Participants’ Ages, Sexualities and Gender Identities
There were approximately 2533 LGBTQ+ voices represented across the included articles. Participants’ mean ages ranged from 17.48 years to 66.4 years, with ages ranging from 15 years to 94 years. Participants’ reported sexualities and gender identities were diverse and not always possible to disaggregate across articles due to varying reporting methods of authors. Common sexualities and gender identities across the articles were lesbian, gay, bisexual, queer, pansexual, men who have sex with men, asexual, questioning, two-spirit, demisexual, cisgender woman, cisgender man, trans-woman/trans-feminine, trans-man/trans-masculine, non-binary, gender queer, agender, third gender, (Badhai) Hijra, gender fluid, gender questioning, trans and gender nonconforming.

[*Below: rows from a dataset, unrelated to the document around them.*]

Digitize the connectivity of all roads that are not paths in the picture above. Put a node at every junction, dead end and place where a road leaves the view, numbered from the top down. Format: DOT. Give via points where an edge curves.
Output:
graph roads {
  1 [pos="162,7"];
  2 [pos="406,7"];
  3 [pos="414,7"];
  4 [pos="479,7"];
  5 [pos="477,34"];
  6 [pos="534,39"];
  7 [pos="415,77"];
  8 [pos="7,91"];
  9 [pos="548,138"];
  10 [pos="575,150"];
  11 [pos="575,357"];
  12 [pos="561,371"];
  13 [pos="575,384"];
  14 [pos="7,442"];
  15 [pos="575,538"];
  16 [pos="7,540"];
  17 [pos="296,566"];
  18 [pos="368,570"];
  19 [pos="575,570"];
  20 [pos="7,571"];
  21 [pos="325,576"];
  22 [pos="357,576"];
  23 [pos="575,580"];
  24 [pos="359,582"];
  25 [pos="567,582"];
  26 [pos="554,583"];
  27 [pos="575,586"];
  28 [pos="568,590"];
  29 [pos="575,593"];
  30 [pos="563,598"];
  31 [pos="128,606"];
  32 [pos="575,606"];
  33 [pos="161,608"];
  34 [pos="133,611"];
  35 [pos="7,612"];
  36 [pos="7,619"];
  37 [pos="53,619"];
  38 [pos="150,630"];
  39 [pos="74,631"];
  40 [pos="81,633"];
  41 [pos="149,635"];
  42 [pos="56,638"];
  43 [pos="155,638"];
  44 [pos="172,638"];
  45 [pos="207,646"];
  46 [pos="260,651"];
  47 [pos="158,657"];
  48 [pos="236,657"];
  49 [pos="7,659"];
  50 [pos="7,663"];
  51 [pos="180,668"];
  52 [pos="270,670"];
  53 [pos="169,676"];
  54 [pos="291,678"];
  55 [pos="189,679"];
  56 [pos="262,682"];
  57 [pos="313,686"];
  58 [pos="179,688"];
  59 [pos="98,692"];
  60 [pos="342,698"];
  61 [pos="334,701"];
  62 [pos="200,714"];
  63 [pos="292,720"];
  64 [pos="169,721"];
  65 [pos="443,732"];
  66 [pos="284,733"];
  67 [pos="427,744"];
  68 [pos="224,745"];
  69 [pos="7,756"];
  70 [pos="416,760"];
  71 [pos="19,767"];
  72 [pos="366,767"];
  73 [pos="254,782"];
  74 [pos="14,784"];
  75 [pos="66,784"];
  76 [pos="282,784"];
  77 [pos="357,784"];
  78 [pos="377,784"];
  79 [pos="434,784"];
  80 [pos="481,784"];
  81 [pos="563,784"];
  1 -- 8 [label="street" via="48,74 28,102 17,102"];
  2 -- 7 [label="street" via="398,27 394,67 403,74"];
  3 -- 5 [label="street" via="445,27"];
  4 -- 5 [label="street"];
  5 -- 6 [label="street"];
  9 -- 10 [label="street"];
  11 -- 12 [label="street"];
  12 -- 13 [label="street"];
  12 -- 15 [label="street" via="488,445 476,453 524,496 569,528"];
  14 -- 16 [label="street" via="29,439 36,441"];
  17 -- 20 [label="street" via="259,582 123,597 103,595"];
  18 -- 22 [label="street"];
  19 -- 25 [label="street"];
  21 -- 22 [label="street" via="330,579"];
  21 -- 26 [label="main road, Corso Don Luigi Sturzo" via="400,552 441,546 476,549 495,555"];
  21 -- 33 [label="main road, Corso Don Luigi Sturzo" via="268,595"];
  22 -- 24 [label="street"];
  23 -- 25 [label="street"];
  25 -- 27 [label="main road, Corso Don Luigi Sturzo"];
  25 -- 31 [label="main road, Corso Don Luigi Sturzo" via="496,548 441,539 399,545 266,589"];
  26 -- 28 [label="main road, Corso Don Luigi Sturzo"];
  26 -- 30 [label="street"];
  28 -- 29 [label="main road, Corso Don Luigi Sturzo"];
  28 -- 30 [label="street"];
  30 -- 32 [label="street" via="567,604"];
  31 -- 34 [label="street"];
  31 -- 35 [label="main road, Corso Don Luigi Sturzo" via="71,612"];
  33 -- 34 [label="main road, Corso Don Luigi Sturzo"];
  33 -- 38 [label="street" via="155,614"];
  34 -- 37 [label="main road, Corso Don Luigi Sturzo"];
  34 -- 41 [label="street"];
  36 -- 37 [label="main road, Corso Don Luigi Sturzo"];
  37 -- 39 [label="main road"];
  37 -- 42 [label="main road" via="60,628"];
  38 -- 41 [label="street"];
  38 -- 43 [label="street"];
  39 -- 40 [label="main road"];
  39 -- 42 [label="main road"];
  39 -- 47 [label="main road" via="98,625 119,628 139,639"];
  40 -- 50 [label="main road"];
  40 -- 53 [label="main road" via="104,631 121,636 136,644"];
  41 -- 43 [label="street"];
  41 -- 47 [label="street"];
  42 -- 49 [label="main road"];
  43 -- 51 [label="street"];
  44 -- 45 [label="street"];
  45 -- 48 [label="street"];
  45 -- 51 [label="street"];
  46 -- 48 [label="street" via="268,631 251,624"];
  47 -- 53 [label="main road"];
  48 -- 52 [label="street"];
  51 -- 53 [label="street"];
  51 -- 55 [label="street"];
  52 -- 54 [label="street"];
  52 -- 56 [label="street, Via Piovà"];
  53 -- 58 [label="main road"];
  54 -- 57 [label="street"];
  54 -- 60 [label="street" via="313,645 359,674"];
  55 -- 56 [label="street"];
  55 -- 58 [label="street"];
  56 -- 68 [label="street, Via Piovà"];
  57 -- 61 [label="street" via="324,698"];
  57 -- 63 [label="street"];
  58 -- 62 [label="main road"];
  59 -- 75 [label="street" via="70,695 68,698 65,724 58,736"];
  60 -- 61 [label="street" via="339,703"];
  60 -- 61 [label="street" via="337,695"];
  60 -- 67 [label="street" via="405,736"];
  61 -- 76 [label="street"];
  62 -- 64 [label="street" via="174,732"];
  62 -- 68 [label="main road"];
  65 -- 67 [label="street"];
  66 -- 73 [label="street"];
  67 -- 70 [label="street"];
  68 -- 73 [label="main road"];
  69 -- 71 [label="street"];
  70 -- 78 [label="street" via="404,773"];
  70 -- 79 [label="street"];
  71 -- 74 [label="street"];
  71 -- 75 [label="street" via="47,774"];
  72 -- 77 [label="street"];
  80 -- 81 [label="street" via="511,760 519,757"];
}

Quality and Risk of Bias Assessment
In using the CASP-Q checklist, which contained 10 appraisal questions, the two authors (Author Initials Here) assessed 220 criteria over the 22 included articles and independently agreed on 152 items (69.1%). The majority of articles (n = 11; 50%) were rated ‘high’ quality, with six articles (27%) of ‘moderate’ quality and five articles (23%) of ‘low’ quality. Of the low quality papers, there were three that were rated of ‘very low’ quality (CASP-Q score ≤4.5) with scores of 4.5 (Preeti & Kaur, 2020), 3 (Paceley et al., 2021) and 0.5 (Thankachan et al., 2020), respectively (Table 2). The primary limitation across all articles, regardless of their overall quality rating, was in their adequately addressing the relationship between researcher/s and participants. For those articles rated ‘moderate’ or below, limitations also related to whether the analyses were of sufficient rigour. Sensitivity analysis indicated that the five articles rated ‘low’ or ‘very low’ quality did not provide unique contribution to the synthesis findings. This result, taken together with the reliance on high and moderately quality articles supported a lower risk of bias from methodological quality on the synthesis findings.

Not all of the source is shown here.